For several years, I have been using the Coq proof assistant to mechanize specifications and proofs in my research on programming languages and systems. This page collects some of my Coq developments, often accompanied with full Coq source and extensive commentaries. Unless otherwise mentioned, these developments are distributed under the terms of the GNU Public License version 2.
Compcert is a moderately optimizing compiler from a subset of the C language to PowerPC assembly language. It comes accompanied with a Coq proof of semantic preservation, ensuring that the generated assembly code behaves as prescribed by the source code. The whole Compcert development is available under a non-commercial licence.
- Coqlib: Coq sources and pretty-printed source
- Provides some tactics, definitions and lemmas on lists, positive integers and integers that are missing from the Coq standard library.
- Machine integers: Coq sources and pretty-printed source
- A fairly complete library for arithmetic and logical operations over N-bits machine integers.
- Mergesort: Coq sources and pretty-printed sources
- A sorting function for lists, developed using `Program'.
The POPLmark challenge is a collaborative experiment to assess the usability of theorem provers to conduct "POPL-style" research on semantics and type systems. My solution illustrates the use of the "locally nameless" representation for binders and bound variables.

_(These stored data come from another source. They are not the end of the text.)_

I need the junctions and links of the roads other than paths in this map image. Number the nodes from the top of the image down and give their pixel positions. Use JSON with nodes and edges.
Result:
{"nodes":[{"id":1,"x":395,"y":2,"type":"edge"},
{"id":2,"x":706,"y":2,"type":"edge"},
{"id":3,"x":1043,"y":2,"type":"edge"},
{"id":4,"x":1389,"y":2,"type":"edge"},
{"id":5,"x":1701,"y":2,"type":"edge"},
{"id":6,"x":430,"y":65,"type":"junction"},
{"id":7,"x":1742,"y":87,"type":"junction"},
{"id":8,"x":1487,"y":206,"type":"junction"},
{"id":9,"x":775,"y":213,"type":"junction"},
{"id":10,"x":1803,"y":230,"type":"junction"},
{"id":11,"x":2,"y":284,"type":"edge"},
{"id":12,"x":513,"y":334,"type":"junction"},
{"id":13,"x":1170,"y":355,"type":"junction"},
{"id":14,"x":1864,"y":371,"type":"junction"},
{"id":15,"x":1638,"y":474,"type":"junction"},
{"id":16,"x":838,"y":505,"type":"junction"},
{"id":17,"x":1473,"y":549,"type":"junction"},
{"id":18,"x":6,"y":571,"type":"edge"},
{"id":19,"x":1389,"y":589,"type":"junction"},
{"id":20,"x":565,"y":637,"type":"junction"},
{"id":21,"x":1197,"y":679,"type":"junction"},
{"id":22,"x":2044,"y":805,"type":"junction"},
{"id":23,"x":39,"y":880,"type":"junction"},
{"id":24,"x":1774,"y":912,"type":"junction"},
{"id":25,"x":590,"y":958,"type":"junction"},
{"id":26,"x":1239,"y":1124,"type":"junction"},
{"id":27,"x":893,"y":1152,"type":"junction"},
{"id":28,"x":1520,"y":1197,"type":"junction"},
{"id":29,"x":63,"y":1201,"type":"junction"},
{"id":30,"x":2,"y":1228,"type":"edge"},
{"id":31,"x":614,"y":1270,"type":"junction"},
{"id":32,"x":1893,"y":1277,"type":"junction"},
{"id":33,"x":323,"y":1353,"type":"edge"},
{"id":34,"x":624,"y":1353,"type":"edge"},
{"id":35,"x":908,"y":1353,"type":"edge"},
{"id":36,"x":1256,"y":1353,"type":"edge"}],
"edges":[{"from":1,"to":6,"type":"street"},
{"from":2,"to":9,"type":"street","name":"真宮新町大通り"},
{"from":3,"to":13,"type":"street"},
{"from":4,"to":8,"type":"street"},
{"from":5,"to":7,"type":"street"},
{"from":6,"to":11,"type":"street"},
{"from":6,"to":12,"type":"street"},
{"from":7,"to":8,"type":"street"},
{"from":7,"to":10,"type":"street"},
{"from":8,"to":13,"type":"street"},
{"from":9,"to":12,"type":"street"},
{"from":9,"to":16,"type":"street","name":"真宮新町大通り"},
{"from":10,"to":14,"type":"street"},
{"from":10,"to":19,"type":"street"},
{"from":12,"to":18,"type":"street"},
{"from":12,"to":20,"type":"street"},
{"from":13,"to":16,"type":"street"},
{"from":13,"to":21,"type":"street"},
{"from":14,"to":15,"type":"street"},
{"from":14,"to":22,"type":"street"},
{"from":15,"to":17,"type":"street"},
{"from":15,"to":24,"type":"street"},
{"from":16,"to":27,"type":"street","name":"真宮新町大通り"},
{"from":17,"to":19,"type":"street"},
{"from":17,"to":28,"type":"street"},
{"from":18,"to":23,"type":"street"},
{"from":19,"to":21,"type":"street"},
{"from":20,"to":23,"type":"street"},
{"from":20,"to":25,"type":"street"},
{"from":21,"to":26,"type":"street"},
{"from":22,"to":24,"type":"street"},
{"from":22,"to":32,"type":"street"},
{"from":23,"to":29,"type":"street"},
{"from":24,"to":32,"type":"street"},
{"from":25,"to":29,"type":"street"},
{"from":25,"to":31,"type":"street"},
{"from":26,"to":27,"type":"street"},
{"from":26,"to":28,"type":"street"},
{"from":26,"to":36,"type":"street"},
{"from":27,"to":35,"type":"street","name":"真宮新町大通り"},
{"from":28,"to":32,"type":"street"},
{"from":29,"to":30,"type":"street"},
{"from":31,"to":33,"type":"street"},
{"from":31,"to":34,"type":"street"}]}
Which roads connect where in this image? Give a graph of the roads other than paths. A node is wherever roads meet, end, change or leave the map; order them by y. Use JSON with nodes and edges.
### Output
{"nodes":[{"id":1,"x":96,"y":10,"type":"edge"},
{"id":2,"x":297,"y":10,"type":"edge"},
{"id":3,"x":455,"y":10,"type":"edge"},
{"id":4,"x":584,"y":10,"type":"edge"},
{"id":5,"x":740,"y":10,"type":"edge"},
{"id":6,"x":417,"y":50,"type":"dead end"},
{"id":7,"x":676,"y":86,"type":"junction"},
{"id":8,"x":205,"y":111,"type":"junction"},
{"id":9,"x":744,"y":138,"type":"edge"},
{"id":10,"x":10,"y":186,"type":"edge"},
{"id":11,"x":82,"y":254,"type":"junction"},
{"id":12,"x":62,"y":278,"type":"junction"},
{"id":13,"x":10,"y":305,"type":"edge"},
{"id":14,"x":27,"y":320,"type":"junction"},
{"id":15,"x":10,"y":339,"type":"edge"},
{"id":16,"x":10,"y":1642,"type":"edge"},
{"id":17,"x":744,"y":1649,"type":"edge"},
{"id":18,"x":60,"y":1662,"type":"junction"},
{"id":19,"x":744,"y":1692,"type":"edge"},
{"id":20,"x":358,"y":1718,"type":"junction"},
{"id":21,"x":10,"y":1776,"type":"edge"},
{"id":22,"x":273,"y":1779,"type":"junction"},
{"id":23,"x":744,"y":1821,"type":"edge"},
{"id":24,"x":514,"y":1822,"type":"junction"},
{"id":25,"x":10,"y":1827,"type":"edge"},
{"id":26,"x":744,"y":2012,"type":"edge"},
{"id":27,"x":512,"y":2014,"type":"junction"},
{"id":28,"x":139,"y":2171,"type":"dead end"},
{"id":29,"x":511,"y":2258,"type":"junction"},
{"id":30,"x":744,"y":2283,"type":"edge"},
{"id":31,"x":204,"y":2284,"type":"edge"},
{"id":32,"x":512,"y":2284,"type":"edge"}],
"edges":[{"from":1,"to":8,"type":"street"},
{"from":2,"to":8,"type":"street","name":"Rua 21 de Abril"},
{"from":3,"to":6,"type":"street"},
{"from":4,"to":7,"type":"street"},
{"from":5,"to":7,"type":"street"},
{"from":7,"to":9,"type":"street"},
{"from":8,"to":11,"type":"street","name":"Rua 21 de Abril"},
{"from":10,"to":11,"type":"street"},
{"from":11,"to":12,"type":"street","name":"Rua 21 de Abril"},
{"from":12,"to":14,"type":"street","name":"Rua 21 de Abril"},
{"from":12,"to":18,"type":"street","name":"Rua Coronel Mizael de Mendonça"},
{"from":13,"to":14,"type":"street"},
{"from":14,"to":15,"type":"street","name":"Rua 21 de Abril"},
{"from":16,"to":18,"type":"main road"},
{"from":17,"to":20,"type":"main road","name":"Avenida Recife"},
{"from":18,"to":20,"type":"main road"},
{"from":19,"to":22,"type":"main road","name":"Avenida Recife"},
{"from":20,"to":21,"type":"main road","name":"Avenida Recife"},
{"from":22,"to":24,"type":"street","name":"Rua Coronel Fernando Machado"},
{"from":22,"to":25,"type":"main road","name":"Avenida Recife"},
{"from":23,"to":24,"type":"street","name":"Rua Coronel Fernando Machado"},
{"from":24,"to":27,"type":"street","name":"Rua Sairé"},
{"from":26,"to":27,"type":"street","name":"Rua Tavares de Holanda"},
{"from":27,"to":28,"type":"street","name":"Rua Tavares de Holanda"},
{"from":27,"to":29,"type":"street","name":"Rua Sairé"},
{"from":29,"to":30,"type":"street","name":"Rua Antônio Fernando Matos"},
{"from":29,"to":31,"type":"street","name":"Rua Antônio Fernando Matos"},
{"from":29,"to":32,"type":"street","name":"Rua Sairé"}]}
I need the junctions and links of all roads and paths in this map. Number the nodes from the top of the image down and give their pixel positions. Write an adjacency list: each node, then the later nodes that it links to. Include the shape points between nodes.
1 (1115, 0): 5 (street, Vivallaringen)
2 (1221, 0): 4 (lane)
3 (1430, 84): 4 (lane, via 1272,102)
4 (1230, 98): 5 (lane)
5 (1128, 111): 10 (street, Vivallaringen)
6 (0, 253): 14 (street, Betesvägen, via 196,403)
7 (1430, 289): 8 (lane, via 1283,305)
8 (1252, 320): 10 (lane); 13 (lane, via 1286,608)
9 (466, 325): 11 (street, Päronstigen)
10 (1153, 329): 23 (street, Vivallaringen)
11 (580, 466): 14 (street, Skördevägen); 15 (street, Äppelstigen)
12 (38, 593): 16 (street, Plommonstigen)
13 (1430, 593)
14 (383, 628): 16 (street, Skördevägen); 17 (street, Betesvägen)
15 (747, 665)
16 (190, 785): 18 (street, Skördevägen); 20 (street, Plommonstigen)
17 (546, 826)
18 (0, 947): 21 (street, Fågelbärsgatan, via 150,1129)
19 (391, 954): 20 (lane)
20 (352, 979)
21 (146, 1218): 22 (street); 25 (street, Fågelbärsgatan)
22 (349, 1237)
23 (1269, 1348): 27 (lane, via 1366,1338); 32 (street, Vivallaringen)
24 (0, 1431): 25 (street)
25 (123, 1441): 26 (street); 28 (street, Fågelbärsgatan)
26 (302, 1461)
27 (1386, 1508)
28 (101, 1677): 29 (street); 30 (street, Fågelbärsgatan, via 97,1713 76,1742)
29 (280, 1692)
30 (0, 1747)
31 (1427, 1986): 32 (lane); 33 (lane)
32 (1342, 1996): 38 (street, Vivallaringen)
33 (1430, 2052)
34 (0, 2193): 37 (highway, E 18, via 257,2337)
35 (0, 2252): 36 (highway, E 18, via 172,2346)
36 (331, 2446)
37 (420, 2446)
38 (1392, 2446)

Technical report and Coq and Twelf sources. Joint work with Andrew Appel.
In the spirit of POPLmark, Listmachine is a benchmark to compare theorem-proving systems on their ability to express proofs of compiler correctness. Andrew Appel and I constructed solutions in both Coq and Twelf metatheory.
Article and Coq sources. Joint work with Hervé Grall.
This work demonstrates the use of coinduction to define and reason about divergence (non-terminating executions) in big-step operational semantics. It is also an advanced tutorial on Coq's facilities for coinductive definitions and proofs.
Article and Coq sources. Joint work with Sandrine Blazy.
This work formalizes a memory model adequate for giving semantics to C-like programming languages and to compiler intermediate languages, and illustrates its uses to reason about compiler transformations of pointer programs. The memory model presented there generalizes the one used in the Compcert development.
Article and Coq sources. Joint work with Laurence Rideau and Bernard Paul Serpette.
The "parallel move" problem is the following: given a parallel assignment between variables (x1, ..., xn) = (y1, ..., yn) , where some variables can be used both as sources and destinations, find an equivalent sequence of elementary assignments x = y that uses as few temporaries as possible. This problem occurs in Compcert when enforcing calling conventions for functions. While efficient algorithms to solve this problem have been known since the 1970's, their proof of correctness is surprisingly difficult.
Article and Coq sources. Joint work with Zaynah Dargaye.
Uncurrying is an important optimization for the efficient execution of functional programming. We develop a generic framework to describe higher-order uncurrying optimizations and prove their correctness. The proof uses step-indexed logical relations, a powerful semantic tool.